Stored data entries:
Start of Block

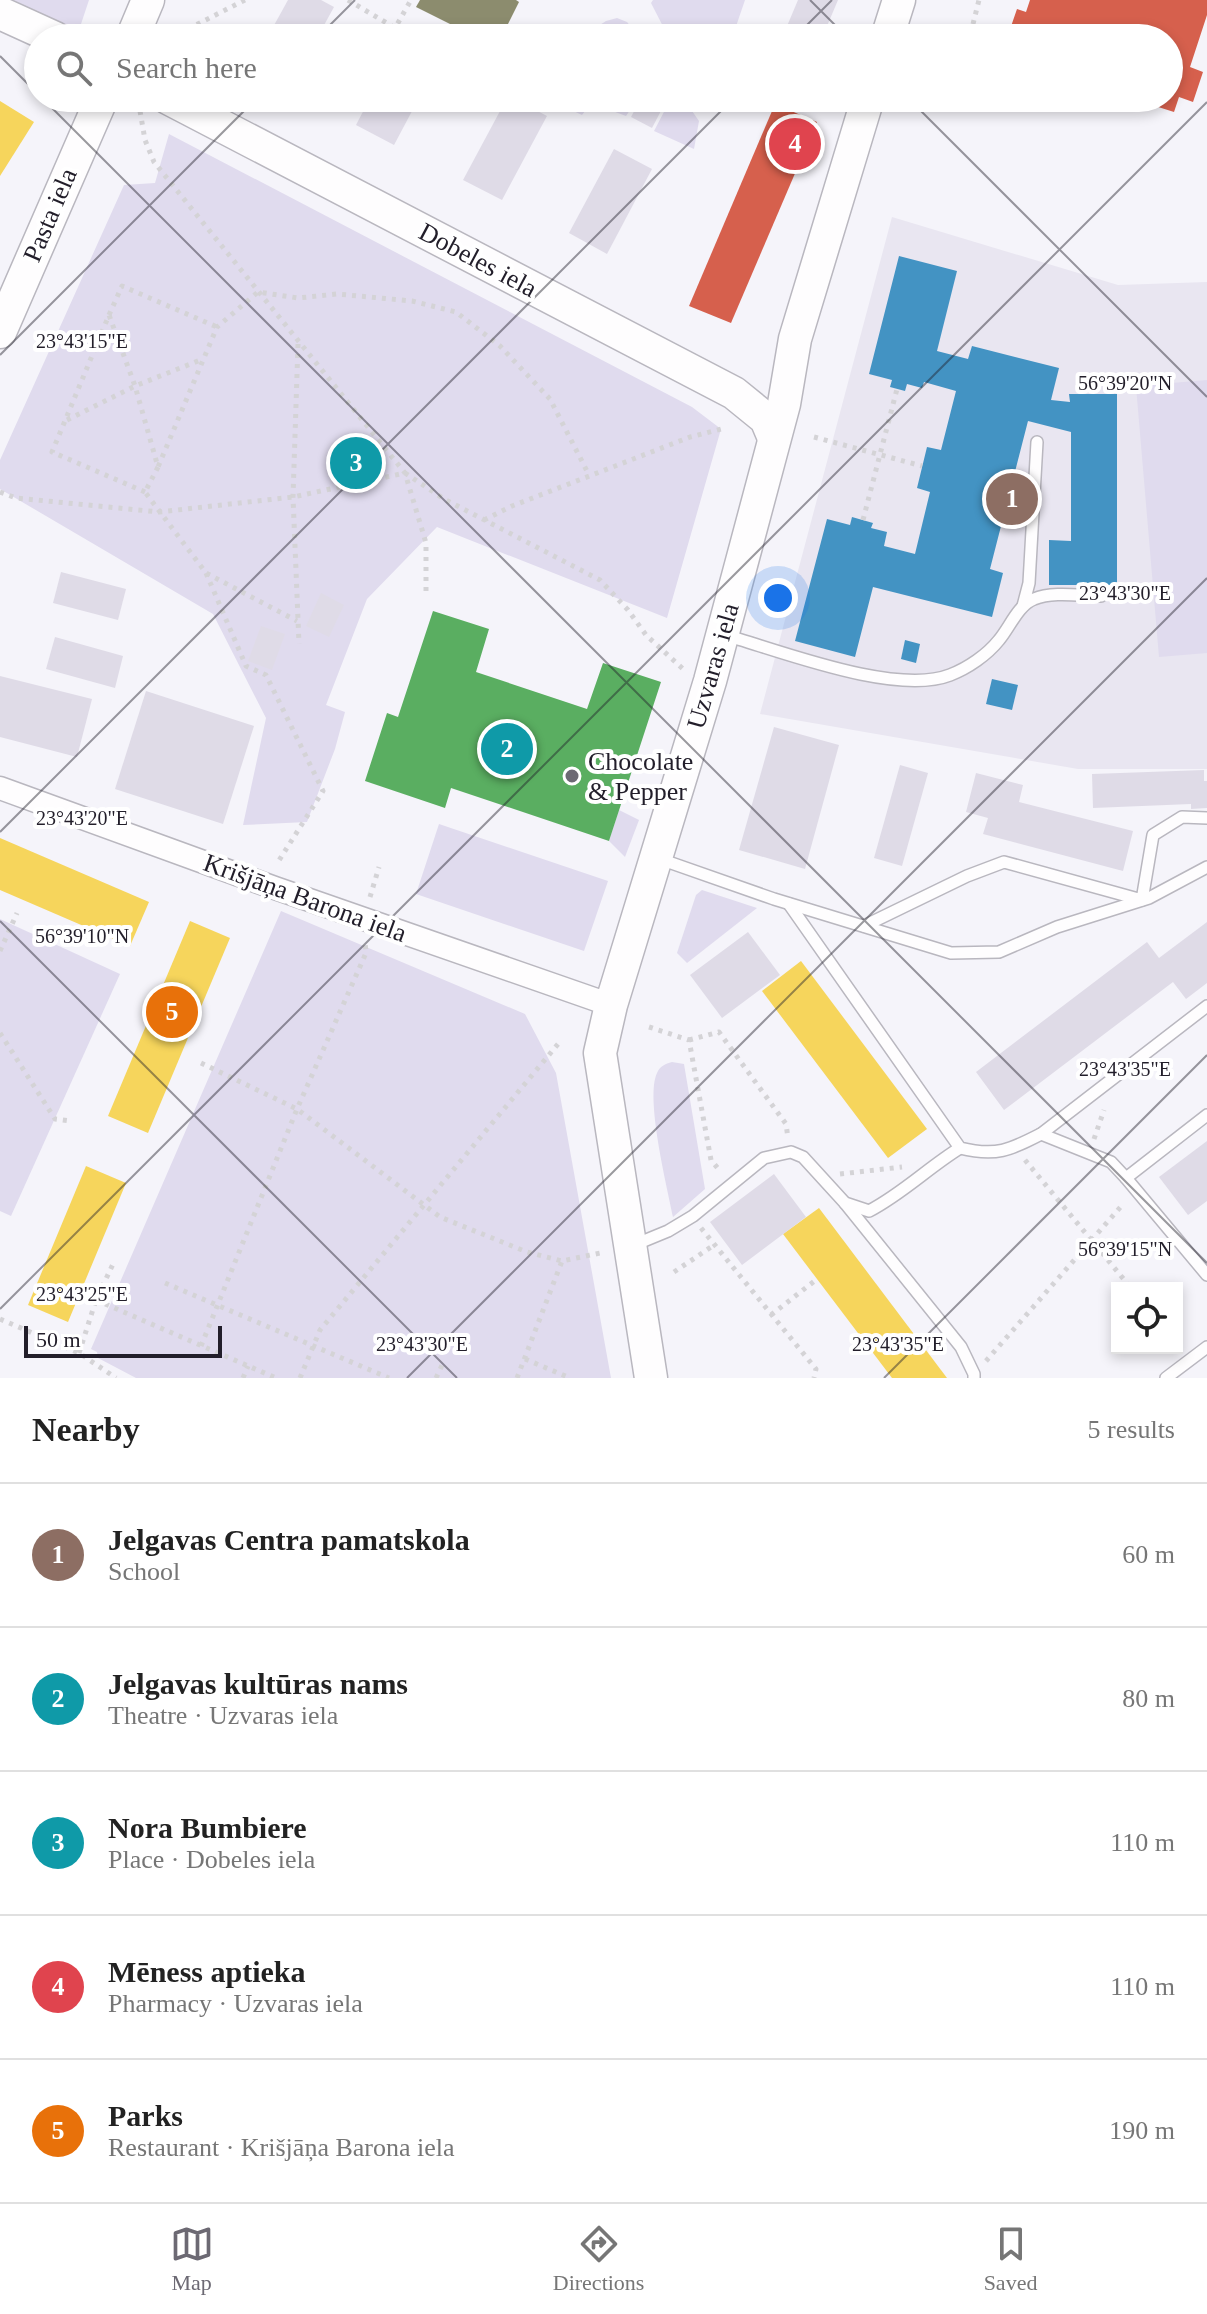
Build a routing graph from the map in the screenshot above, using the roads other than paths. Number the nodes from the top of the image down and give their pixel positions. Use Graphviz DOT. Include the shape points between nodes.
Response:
graph roads {
  1 [pos="148,0"];
  2 [pos="899,0"];
  3 [pos="0,13"];
  4 [pos="24,24"];
  5 [pos="138,24"];
  6 [pos="891,24"];
  7 [pos="96,112"];
  8 [pos="170,112"];
  9 [pos="864,112"];
  10 [pos="0,332"];
  11 [pos="774,438"];
  12 [pos="1037,442"];
  13 [pos="1101,596"];
  14 [pos="1023,606"];
  15 [pos="723,635"];
  16 [pos="0,788"];
  17 [pos="1207,818"];
  18 [pos="656,858"];
  19 [pos="1207,867"];
  20 [pos="1142,900"];
  21 [pos="789,904"];
  22 [pos="864,926"];
  23 [pos="611,1005"];
  24 [pos="1207,1006"];
  25 [pos="1207,1115"];
  26 [pos="1041,1134"];
  27 [pos="960,1148"];
  28 [pos="1126,1178"];
  29 [pos="845,1203"];
  30 [pos="630,1247"];
  31 [pos="1207,1275"];
  32 [pos="1207,1347"];
  33 [pos="974,1376"];
  34 [pos="651,1378"];
  35 [pos="1166,1378"];
  1 -- 5 [label="main road"];
  2 -- 6 [label="main road"];
  3 -- 4 [label="main road"];
  7 -- 10 [label="main road, Pasta iela"];
  8 -- 11 [label="main road, Dobeles iela" via="734,393 766,419"];
  9 -- 11 [label="main road, Uzvaras iela" via="795,339"];
  11 -- 15 [label="main road, Uzvaras iela"];
  12 -- 14 [label="lane" via="1029,583"];
  13 -- 14 [label="lane" via="1043,596"];
  14 -- 15 [label="lane" via="997,643 973,663 949,676 918,681 851,671"];
  15 -- 18 [label="main road, Uzvaras iela"];
  16 -- 23 [label="street, Krišjāņa Barona iela"];
  17 -- 20 [label="lane" via="1182,817 1153,835"];
  18 -- 21 [label="lane"];
  18 -- 23 [label="main road, Uzvaras iela"];
  19 -- 20 [label="lane"];
  20 -- 22 [label="lane" via="999,952 951,953"];
  20 -- 22 [label="lane" via="1004,862"];
  21 -- 22 [label="lane"];
  21 -- 27 [label="lane"];
  23 -- 30 [label="main road, Uzvaras iela" via="600,1053"];
  24 -- 26 [label="lane"];
  25 -- 28 [label="lane"];
  26 -- 27 [label="lane" via="985,1154"];
  26 -- 28 [label="lane" via="1111,1162"];
  27 -- 29 [label="lane" via="869,1211"];
  28 -- 31 [label="lane"];
  29 -- 30 [label="lane" via="803,1157 791,1152 764,1158 693,1216"];
  29 -- 33 [label="lane" via="961,1347"];
  30 -- 34 [label="main road, Uzvaras iela"];
  32 -- 35 [label="lane"];
}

End of Block

Please print the records above once more, word for word, omitting all pictures.

Build a routing graph from the map in the screenshot above, using the roads other than paths. Number the nodes from the top of the image down and give their pixel positions. Use Graphviz DOT. Include the shape points between nodes.
Response:
graph roads {
  1 [pos="148,0"];
  2 [pos="899,0"];
  3 [pos="0,13"];
  4 [pos="24,24"];
  5 [pos="138,24"];
  6 [pos="891,24"];
  7 [pos="96,112"];
  8 [pos="170,112"];
  9 [pos="864,112"];
  10 [pos="0,332"];
  11 [pos="774,438"];
  12 [pos="1037,442"];
  13 [pos="1101,596"];
  14 [pos="1023,606"];
  15 [pos="723,635"];
  16 [pos="0,788"];
  17 [pos="1207,818"];
  18 [pos="656,858"];
  19 [pos="1207,867"];
  20 [pos="1142,900"];
  21 [pos="789,904"];
  22 [pos="864,926"];
  23 [pos="611,1005"];
  24 [pos="1207,1006"];
  25 [pos="1207,1115"];
  26 [pos="1041,1134"];
  27 [pos="960,1148"];
  28 [pos="1126,1178"];
  29 [pos="845,1203"];
  30 [pos="630,1247"];
  31 [pos="1207,1275"];
  32 [pos="1207,1347"];
  33 [pos="974,1376"];
  34 [pos="651,1378"];
  35 [pos="1166,1378"];
  1 -- 5 [label="main road"];
  2 -- 6 [label="main road"];
  3 -- 4 [label="main road"];
  7 -- 10 [label="main road, Pasta iela"];
  8 -- 11 [label="main road, Dobeles iela" via="734,393 766,419"];
  9 -- 11 [label="main road, Uzvaras iela" via="795,339"];
  11 -- 15 [label="main road, Uzvaras iela"];
  12 -- 14 [label="lane" via="1029,583"];
  13 -- 14 [label="lane" via="1043,596"];
  14 -- 15 [label="lane" via="997,643 973,663 949,676 918,681 851,671"];
  15 -- 18 [label="main road, Uzvaras iela"];
  16 -- 23 [label="street, Krišjāņa Barona iela"];
  17 -- 20 [label="lane" via="1182,817 1153,835"];
  18 -- 21 [label="lane"];
  18 -- 23 [label="main road, Uzvaras iela"];
  19 -- 20 [label="lane"];
  20 -- 22 [label="lane" via="999,952 951,953"];
  20 -- 22 [label="lane" via="1004,862"];
  21 -- 22 [label="lane"];
  21 -- 27 [label="lane"];
  23 -- 30 [label="main road, Uzvaras iela" via="600,1053"];
  24 -- 26 [label="lane"];
  25 -- 28 [label="lane"];
  26 -- 27 [label="lane" via="985,1154"];
  26 -- 28 [label="lane" via="1111,1162"];
  27 -- 29 [label="lane" via="869,1211"];
  28 -- 31 [label="lane"];
  29 -- 30 [label="lane" via="803,1157 791,1152 764,1158 693,1216"];
  29 -- 33 [label="lane" via="961,1347"];
  30 -- 34 [label="main road, Uzvaras iela"];
  32 -- 35 [label="lane"];
}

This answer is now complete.